What to produce: Could you repeat all of the entries exactly, leaving out any pictures?

Extracted information:
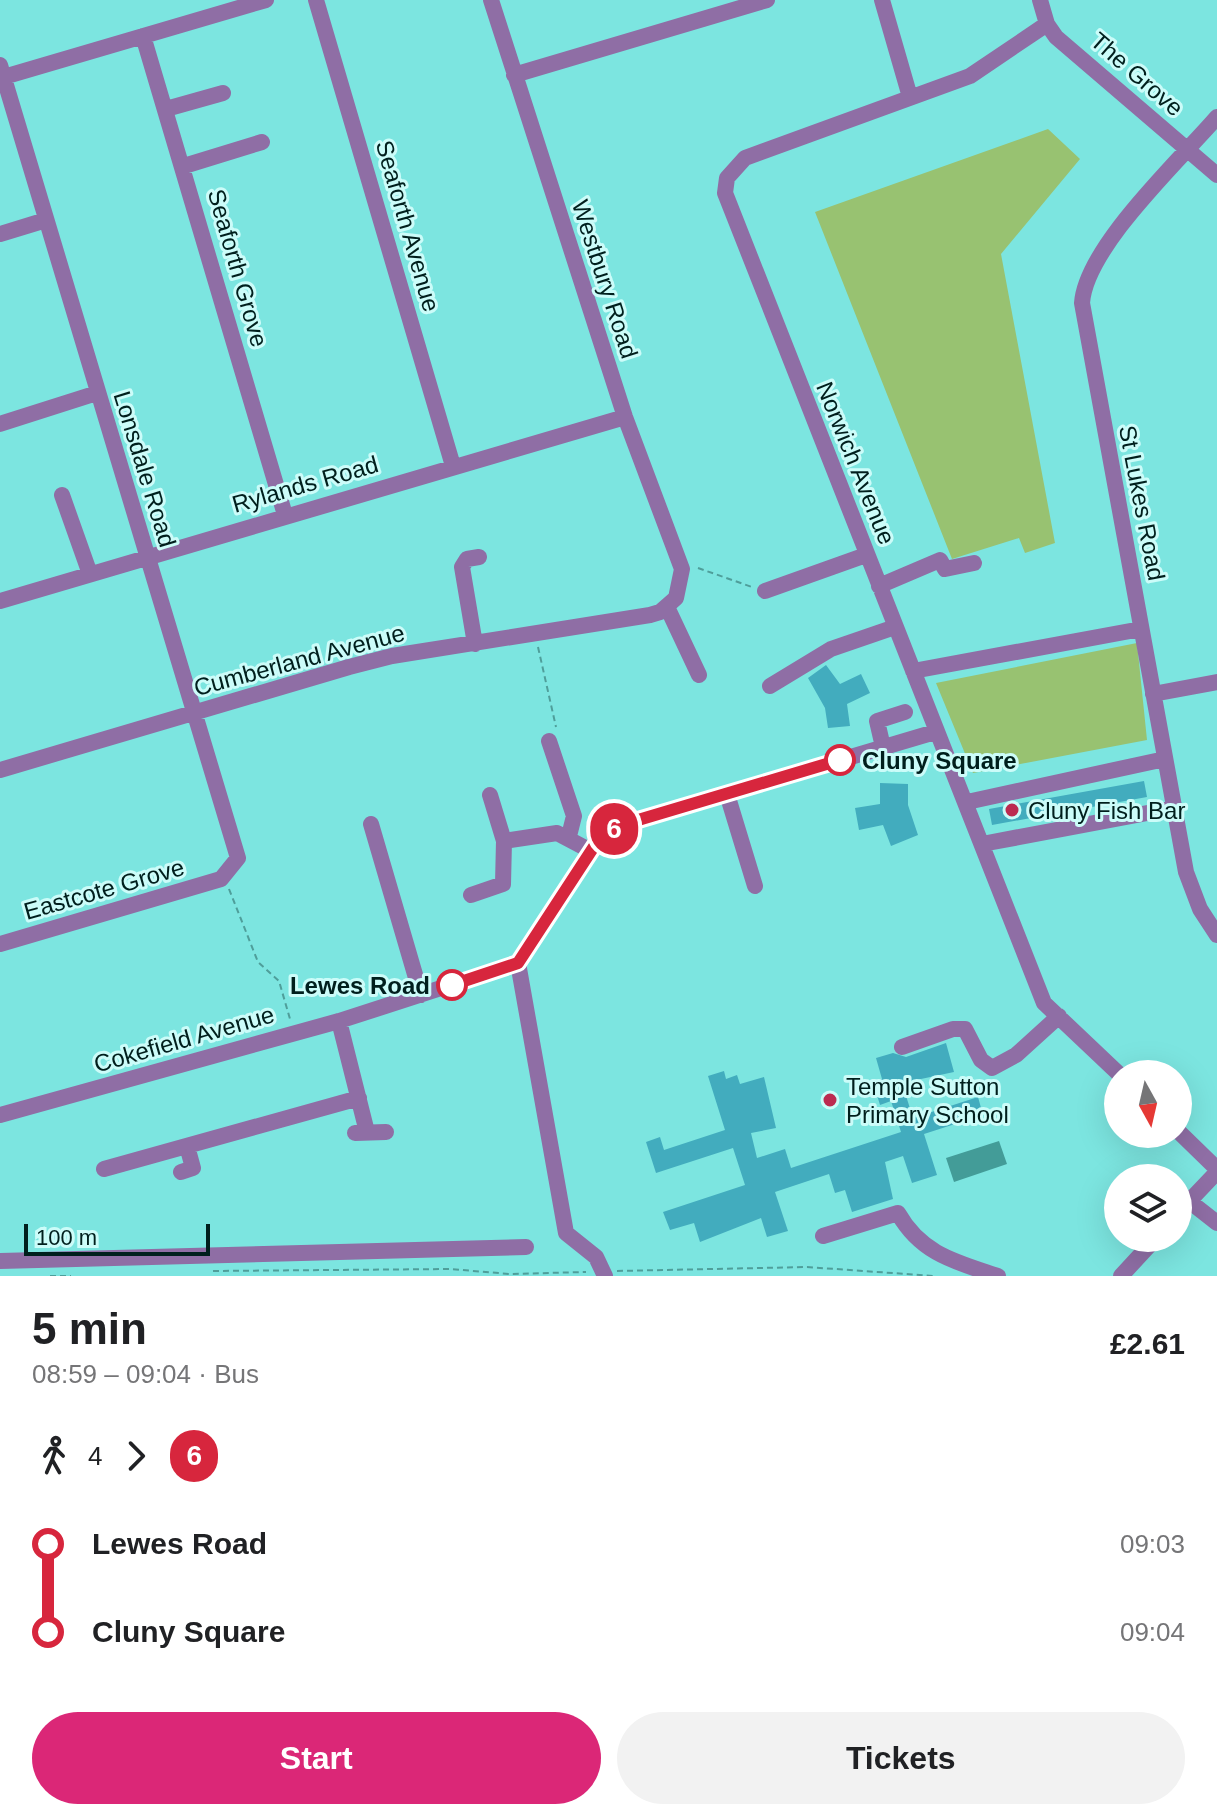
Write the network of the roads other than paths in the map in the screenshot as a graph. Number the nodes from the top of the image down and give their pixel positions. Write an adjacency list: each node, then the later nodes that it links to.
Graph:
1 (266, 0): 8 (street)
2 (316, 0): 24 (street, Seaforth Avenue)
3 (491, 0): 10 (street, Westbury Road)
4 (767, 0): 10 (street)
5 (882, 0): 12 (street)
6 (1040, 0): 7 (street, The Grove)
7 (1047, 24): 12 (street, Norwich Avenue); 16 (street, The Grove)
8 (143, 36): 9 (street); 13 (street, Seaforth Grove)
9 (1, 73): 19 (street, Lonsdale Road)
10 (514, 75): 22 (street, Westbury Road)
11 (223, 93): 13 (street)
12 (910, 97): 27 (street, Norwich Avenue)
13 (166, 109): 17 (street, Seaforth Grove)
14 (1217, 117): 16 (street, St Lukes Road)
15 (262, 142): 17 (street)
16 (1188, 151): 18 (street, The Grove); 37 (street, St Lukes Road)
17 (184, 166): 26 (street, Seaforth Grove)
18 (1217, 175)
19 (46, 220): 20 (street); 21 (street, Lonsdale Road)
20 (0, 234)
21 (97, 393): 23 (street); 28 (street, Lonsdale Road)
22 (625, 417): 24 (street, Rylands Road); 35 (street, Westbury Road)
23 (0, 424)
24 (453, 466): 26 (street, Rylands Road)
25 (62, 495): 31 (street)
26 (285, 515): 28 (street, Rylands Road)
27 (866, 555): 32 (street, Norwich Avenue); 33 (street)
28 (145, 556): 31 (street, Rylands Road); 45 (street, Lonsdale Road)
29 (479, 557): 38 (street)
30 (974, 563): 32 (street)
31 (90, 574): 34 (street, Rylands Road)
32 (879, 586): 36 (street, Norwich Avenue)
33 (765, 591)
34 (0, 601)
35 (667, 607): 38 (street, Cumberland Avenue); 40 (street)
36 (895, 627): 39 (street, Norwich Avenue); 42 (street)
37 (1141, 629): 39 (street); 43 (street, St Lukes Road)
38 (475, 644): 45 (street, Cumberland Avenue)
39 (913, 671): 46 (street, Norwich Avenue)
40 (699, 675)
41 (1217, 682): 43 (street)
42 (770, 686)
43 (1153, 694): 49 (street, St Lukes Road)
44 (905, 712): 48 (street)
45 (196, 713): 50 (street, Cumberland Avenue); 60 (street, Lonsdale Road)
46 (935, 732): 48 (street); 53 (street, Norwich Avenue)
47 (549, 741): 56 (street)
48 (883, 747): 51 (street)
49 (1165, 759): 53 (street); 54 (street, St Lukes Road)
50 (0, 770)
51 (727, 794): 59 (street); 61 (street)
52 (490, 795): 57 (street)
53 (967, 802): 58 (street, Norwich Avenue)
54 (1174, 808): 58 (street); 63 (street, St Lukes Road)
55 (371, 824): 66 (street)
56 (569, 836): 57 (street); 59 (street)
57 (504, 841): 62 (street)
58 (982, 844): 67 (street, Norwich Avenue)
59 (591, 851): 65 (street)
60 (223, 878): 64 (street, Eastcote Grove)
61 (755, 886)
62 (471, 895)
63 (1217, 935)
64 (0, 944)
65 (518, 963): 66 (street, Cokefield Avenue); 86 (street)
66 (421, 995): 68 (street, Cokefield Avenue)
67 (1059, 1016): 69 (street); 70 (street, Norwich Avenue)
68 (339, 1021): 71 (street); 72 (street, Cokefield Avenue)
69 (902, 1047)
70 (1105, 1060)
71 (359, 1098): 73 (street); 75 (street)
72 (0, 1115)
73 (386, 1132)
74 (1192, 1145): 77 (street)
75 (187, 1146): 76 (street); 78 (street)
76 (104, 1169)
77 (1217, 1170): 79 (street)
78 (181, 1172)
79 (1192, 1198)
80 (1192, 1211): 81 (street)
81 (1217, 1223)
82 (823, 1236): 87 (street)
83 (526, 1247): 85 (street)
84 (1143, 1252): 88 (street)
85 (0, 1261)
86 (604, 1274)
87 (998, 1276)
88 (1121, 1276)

Exercise answer:
Write the network of the roads other than paths in the map in the screenshot as a graph. Number the nodes from the top of the image down and give their pixel positions. Write an adjacency list: each node, then the later nodes that it links to.
Graph:
1 (266, 0): 8 (street)
2 (316, 0): 24 (street, Seaforth Avenue)
3 (491, 0): 10 (street, Westbury Road)
4 (767, 0): 10 (street)
5 (882, 0): 12 (street)
6 (1040, 0): 7 (street, The Grove)
7 (1047, 24): 12 (street, Norwich Avenue); 16 (street, The Grove)
8 (143, 36): 9 (street); 13 (street, Seaforth Grove)
9 (1, 73): 19 (street, Lonsdale Road)
10 (514, 75): 22 (street, Westbury Road)
11 (223, 93): 13 (street)
12 (910, 97): 27 (street, Norwich Avenue)
13 (166, 109): 17 (street, Seaforth Grove)
14 (1217, 117): 16 (street, St Lukes Road)
15 (262, 142): 17 (street)
16 (1188, 151): 18 (street, The Grove); 37 (street, St Lukes Road)
17 (184, 166): 26 (street, Seaforth Grove)
18 (1217, 175)
19 (46, 220): 20 (street); 21 (street, Lonsdale Road)
20 (0, 234)
21 (97, 393): 23 (street); 28 (street, Lonsdale Road)
22 (625, 417): 24 (street, Rylands Road); 35 (street, Westbury Road)
23 (0, 424)
24 (453, 466): 26 (street, Rylands Road)
25 (62, 495): 31 (street)
26 (285, 515): 28 (street, Rylands Road)
27 (866, 555): 32 (street, Norwich Avenue); 33 (street)
28 (145, 556): 31 (street, Rylands Road); 45 (street, Lonsdale Road)
29 (479, 557): 38 (street)
30 (974, 563): 32 (street)
31 (90, 574): 34 (street, Rylands Road)
32 (879, 586): 36 (street, Norwich Avenue)
33 (765, 591)
34 (0, 601)
35 (667, 607): 38 (street, Cumberland Avenue); 40 (street)
36 (895, 627): 39 (street, Norwich Avenue); 42 (street)
37 (1141, 629): 39 (street); 43 (street, St Lukes Road)
38 (475, 644): 45 (street, Cumberland Avenue)
39 (913, 671): 46 (street, Norwich Avenue)
40 (699, 675)
41 (1217, 682): 43 (street)
42 (770, 686)
43 (1153, 694): 49 (street, St Lukes Road)
44 (905, 712): 48 (street)
45 (196, 713): 50 (street, Cumberland Avenue); 60 (street, Lonsdale Road)
46 (935, 732): 48 (street); 53 (street, Norwich Avenue)
47 (549, 741): 56 (street)
48 (883, 747): 51 (street)
49 (1165, 759): 53 (street); 54 (street, St Lukes Road)
50 (0, 770)
51 (727, 794): 59 (street); 61 (street)
52 (490, 795): 57 (street)
53 (967, 802): 58 (street, Norwich Avenue)
54 (1174, 808): 58 (street); 63 (street, St Lukes Road)
55 (371, 824): 66 (street)
56 (569, 836): 57 (street); 59 (street)
57 (504, 841): 62 (street)
58 (982, 844): 67 (street, Norwich Avenue)
59 (591, 851): 65 (street)
60 (223, 878): 64 (street, Eastcote Grove)
61 (755, 886)
62 (471, 895)
63 (1217, 935)
64 (0, 944)
65 (518, 963): 66 (street, Cokefield Avenue); 86 (street)
66 (421, 995): 68 (street, Cokefield Avenue)
67 (1059, 1016): 69 (street); 70 (street, Norwich Avenue)
68 (339, 1021): 71 (street); 72 (street, Cokefield Avenue)
69 (902, 1047)
70 (1105, 1060)
71 (359, 1098): 73 (street); 75 (street)
72 (0, 1115)
73 (386, 1132)
74 (1192, 1145): 77 (street)
75 (187, 1146): 76 (street); 78 (street)
76 (104, 1169)
77 (1217, 1170): 79 (street)
78 (181, 1172)
79 (1192, 1198)
80 (1192, 1211): 81 (street)
81 (1217, 1223)
82 (823, 1236): 87 (street)
83 (526, 1247): 85 (street)
84 (1143, 1252): 88 (street)
85 (0, 1261)
86 (604, 1274)
87 (998, 1276)
88 (1121, 1276)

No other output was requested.